行動や脳を調べる実験・計測・解析手法が開発され、知見は急速に積み上がっていますが、認知メカニズムを直接観察できるわけではなく、得られたデータからモデルに基づいて推定しているのが現状です。例えば、意味ネットワーク(概念間の関連がネットワーク的に表現されうるという考え方)は行動学的・脳科学的知見と整合的で有力ですが、私の知る限り、脳内表現がネットワーク構造として実在することを示す決定的な証拠はまだありません。認知科学では様々な証拠から背景にある処理メカニズムを推定する必要があり、そのために統計モデリングや機械学習との比較検討が有効だと言えます。現在の人工知能は大量データから学習し(特定領域に限れば)人より高い精度で判断できることが示されています。一方、人の判断は合理的な解から逸脱しバイアスを示すことが多いと、二〇〇二年ノーベル経済学賞受賞者ダニエル・カーネマンらは指摘しました。しかし本当にそうでしょうか。われわれは、「情報が不足している場面で、状況に応じてそこそこ適切に処理する能力」こそが人の知能の本質であることを示してきました。異性の顔画像に対する他者の好みの推定では、ベイズ推定が精度で人を若干上回る一方、同じ精度の推定に必要なサンプル数は人の方が一桁少なくて済むことがわかりました。また、二つの都市(例えば、甲府市と北杜市)から人口の多い方を選ぶ課題では、カーネマンらがバイアスを生むと指摘するヒューリスティック(経験則や直感に基づき、時間や情報が限られた状況で素早く「ある程度正解に近い」解を見つけ出す思考法)のいくつかが、例えば、県庁所在地かどうか、新幹線が停まる駅があるかどうか、などの知識を用いて推定した場合と遜色ない精度を示し、かつ利用可能な場面が広いこともわかっています。こうした分析は、統計モデリングや機械学習との比較によって初めて可能になります。

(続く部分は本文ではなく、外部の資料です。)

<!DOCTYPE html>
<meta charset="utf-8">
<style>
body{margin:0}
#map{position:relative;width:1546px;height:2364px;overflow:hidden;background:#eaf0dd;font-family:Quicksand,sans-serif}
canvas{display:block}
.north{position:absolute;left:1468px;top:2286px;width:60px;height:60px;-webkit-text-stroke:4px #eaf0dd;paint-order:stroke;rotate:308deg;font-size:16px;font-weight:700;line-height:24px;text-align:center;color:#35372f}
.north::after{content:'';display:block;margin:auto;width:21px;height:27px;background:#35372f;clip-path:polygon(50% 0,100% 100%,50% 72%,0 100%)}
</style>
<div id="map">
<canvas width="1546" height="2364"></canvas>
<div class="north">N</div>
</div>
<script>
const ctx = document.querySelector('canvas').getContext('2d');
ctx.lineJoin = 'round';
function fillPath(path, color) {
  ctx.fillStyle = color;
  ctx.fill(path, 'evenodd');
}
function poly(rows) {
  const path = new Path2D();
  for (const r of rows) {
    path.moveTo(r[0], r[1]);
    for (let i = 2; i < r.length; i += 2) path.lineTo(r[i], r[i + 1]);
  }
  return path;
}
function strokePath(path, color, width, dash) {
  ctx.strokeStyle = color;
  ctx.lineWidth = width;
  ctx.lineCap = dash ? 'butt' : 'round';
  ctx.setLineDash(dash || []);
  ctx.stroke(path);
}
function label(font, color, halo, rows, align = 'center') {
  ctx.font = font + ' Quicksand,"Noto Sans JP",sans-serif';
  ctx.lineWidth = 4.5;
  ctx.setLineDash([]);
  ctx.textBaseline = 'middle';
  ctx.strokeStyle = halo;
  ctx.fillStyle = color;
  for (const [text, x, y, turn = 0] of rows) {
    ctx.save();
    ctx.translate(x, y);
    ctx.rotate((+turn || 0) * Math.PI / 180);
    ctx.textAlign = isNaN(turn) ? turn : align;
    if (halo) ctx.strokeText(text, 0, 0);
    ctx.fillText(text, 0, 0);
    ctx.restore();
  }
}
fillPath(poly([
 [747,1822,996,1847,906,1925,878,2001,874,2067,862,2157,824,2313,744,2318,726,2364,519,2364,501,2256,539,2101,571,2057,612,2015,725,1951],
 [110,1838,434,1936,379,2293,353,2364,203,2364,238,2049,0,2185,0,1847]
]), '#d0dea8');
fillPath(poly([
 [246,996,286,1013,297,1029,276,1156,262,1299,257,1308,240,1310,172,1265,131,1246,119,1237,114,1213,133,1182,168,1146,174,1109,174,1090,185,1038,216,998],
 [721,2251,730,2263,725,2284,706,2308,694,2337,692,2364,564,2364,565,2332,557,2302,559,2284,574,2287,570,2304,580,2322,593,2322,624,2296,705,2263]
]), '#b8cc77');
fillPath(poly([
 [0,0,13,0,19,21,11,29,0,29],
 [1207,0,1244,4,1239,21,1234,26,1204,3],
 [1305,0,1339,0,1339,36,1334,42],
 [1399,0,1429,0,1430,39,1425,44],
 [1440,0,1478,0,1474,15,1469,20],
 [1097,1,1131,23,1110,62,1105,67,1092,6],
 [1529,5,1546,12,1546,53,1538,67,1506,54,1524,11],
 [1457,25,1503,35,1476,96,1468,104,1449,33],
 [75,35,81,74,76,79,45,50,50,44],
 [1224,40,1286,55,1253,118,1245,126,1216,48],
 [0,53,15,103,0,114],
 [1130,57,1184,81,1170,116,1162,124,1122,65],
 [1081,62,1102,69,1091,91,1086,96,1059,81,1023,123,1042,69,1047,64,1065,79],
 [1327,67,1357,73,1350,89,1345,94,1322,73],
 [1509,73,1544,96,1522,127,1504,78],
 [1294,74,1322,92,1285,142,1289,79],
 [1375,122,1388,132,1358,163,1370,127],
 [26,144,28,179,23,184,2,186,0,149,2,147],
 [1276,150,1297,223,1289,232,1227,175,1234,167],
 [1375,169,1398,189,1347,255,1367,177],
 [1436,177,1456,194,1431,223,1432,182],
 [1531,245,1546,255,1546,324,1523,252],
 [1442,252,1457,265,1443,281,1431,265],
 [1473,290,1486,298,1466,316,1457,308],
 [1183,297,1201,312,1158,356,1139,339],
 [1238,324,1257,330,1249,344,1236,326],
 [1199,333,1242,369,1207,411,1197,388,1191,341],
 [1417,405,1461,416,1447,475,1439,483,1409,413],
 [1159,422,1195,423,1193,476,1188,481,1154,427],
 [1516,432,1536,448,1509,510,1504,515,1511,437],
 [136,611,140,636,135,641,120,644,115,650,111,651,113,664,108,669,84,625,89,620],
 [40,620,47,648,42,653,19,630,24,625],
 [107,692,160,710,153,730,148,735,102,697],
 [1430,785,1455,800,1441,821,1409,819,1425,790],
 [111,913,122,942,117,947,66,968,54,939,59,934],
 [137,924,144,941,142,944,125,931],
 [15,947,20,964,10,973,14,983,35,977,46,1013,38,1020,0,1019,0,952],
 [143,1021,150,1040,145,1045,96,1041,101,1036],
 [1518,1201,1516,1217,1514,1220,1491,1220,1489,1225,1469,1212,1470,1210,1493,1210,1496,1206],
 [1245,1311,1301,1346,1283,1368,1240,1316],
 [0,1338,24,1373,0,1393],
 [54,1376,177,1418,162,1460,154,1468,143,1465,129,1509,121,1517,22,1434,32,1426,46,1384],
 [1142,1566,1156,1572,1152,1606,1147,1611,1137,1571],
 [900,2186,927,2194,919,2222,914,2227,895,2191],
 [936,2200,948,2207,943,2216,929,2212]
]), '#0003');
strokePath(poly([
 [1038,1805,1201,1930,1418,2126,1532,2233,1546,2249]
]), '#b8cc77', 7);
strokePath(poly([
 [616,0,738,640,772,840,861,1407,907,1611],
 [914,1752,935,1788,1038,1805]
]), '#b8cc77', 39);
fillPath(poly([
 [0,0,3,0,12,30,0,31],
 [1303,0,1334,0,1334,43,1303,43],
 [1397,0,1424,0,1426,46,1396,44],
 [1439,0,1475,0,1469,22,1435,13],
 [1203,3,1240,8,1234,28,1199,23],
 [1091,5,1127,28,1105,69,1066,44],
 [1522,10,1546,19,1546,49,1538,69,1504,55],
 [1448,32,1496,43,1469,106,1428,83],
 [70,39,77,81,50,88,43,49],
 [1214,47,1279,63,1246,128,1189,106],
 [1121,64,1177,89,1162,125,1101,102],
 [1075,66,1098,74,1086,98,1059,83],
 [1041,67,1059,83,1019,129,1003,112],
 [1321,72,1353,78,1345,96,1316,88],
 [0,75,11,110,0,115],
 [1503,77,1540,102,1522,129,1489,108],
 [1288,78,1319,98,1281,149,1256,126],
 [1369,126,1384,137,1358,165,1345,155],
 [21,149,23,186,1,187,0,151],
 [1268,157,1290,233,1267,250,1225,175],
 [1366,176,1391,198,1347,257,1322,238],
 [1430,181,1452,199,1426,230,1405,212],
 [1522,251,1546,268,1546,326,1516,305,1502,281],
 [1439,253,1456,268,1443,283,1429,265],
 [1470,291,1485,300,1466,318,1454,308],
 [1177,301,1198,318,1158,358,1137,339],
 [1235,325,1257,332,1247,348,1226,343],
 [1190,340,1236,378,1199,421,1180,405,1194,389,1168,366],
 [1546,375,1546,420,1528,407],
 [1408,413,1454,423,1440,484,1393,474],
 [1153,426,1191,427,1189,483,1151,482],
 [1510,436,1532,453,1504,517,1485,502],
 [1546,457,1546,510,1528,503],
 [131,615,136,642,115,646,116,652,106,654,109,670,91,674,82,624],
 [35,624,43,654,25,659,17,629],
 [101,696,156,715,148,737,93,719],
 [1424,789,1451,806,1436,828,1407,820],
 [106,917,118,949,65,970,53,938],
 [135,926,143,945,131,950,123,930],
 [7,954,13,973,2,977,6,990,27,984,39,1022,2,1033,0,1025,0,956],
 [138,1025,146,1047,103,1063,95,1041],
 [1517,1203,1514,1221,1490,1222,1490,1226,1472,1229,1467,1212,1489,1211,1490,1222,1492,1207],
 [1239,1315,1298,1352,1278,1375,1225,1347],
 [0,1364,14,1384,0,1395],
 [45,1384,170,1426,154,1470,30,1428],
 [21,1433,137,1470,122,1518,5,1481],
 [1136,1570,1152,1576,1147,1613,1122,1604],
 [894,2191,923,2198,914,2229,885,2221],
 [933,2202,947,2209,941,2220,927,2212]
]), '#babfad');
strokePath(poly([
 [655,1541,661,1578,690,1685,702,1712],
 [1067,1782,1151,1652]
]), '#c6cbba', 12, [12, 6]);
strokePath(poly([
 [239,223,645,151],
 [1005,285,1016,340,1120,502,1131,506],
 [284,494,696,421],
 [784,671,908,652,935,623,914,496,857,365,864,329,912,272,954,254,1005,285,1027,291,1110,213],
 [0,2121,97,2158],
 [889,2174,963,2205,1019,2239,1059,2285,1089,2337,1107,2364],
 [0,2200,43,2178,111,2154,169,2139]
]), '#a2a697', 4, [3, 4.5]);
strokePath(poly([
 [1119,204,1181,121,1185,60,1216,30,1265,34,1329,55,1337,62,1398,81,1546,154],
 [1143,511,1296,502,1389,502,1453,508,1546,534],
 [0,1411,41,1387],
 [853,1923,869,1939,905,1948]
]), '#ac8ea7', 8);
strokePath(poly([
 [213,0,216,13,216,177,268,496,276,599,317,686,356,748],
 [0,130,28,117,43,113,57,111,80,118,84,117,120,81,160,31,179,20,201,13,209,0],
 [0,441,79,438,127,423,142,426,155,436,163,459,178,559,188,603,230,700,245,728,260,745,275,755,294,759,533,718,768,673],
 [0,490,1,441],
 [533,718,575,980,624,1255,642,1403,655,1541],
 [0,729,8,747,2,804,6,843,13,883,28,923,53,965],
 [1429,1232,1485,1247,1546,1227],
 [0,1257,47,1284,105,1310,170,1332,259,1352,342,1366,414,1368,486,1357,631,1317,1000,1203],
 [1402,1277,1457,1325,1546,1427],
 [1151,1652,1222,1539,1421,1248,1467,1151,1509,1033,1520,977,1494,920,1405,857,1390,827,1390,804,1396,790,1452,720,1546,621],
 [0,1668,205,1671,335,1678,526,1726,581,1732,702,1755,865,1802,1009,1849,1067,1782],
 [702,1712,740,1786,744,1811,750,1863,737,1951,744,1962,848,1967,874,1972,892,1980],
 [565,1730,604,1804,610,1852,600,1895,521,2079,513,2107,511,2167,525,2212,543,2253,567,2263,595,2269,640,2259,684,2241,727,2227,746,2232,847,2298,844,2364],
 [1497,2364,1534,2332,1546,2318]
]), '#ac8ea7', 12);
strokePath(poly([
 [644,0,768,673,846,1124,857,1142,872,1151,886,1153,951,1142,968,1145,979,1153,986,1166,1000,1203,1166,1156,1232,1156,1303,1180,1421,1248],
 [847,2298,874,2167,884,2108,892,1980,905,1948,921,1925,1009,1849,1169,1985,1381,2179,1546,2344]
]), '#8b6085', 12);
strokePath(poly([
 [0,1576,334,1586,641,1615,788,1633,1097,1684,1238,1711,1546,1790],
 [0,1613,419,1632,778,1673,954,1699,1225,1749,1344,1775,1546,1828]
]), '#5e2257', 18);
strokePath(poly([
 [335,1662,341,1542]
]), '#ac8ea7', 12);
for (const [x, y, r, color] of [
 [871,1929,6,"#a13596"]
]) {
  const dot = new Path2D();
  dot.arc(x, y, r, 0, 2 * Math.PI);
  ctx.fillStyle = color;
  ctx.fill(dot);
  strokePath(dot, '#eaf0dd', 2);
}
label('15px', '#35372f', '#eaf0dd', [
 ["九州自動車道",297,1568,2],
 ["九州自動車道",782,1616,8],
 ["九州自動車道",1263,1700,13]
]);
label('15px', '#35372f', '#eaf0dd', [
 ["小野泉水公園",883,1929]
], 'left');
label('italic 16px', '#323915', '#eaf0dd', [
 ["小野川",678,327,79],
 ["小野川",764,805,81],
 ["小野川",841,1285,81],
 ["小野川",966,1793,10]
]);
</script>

LLMsの機構はわからないところも多いですが、概念の意味を、ある次元が特定の意味を表すように、何万以上という高次元空間に埋め込んでいると考えられています。これに対して人は、ハードウェア的限界からそのような高次元空間を扱えません。それでも人は、上述したヒューリスティックの利用などを通して、情報が不足している場面で、状況に応じてそこそこ適切に処理できていることが、LLMsとの比較を通して今後明らかになっていくと期待しています(実際、そういう研究は始まっています)。
私が博士課程時代に所属した研究室は認知科学を専門とはしていませんでしたが、指導教員の故・永野三郎先生は自由に研究をさせてくださいました。当然、「自ら調べ、自ら考える」ことが必要で、大変ではありました。いま研究室の院生学生にもそのように指導しています。この学部報を読まれている学生さんも、「自ら調べ、自ら考える」という姿勢で日々臨んでいただきたいと考えています。